▸ **ACTIVITY**: Below are entries; work out how many of their lines include the string "FREEWAY", and reply with the number only.

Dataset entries
============
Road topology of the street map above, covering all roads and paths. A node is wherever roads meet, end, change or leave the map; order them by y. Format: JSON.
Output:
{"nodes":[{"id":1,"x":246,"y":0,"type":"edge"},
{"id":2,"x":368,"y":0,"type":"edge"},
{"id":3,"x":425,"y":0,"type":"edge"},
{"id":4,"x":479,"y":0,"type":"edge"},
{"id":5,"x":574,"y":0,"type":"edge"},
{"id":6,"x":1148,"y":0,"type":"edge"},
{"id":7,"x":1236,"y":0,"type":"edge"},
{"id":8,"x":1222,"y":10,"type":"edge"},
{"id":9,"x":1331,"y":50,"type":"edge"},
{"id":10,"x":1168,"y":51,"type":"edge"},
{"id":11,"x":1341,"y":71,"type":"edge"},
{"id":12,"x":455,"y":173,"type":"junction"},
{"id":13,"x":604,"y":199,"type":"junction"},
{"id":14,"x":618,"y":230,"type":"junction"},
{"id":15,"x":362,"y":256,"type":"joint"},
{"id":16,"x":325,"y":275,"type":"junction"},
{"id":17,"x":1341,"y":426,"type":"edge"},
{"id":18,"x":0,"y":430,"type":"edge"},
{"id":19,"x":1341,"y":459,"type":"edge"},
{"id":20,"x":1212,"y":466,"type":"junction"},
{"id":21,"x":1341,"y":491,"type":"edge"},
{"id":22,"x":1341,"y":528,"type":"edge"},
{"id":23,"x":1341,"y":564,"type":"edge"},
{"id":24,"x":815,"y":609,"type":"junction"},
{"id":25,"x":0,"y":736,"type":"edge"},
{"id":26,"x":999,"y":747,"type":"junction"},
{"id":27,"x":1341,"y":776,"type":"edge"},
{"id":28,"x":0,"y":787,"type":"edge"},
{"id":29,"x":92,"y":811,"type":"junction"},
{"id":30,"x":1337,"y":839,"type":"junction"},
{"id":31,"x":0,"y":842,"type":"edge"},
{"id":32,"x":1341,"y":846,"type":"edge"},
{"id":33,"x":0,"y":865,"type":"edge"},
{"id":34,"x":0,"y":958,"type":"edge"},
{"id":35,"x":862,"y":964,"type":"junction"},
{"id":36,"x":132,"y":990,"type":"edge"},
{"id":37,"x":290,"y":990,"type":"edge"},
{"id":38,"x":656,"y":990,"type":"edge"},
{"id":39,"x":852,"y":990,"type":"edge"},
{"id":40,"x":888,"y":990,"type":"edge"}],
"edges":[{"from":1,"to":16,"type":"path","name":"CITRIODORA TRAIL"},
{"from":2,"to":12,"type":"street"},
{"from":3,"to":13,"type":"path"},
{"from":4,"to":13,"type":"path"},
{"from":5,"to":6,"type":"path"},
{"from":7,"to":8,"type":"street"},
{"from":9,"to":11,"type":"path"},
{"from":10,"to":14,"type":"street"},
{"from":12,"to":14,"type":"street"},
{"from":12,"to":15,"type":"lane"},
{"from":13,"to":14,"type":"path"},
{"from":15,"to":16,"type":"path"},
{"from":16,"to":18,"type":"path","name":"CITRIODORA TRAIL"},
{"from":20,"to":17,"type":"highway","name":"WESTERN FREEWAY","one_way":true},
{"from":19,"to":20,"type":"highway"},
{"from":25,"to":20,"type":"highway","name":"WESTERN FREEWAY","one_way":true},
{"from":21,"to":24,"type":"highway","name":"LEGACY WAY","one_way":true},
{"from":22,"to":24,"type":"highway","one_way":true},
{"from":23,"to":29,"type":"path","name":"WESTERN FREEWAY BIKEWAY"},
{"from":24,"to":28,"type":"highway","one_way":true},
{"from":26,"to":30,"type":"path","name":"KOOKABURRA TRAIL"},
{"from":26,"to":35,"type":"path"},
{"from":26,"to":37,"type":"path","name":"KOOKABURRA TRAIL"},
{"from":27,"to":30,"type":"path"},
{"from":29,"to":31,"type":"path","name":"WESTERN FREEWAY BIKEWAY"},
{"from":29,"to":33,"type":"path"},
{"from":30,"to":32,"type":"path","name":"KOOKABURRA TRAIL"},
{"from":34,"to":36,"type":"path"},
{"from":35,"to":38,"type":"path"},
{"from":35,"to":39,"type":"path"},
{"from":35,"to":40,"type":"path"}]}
============
▸ **TASK ANSWER**: 4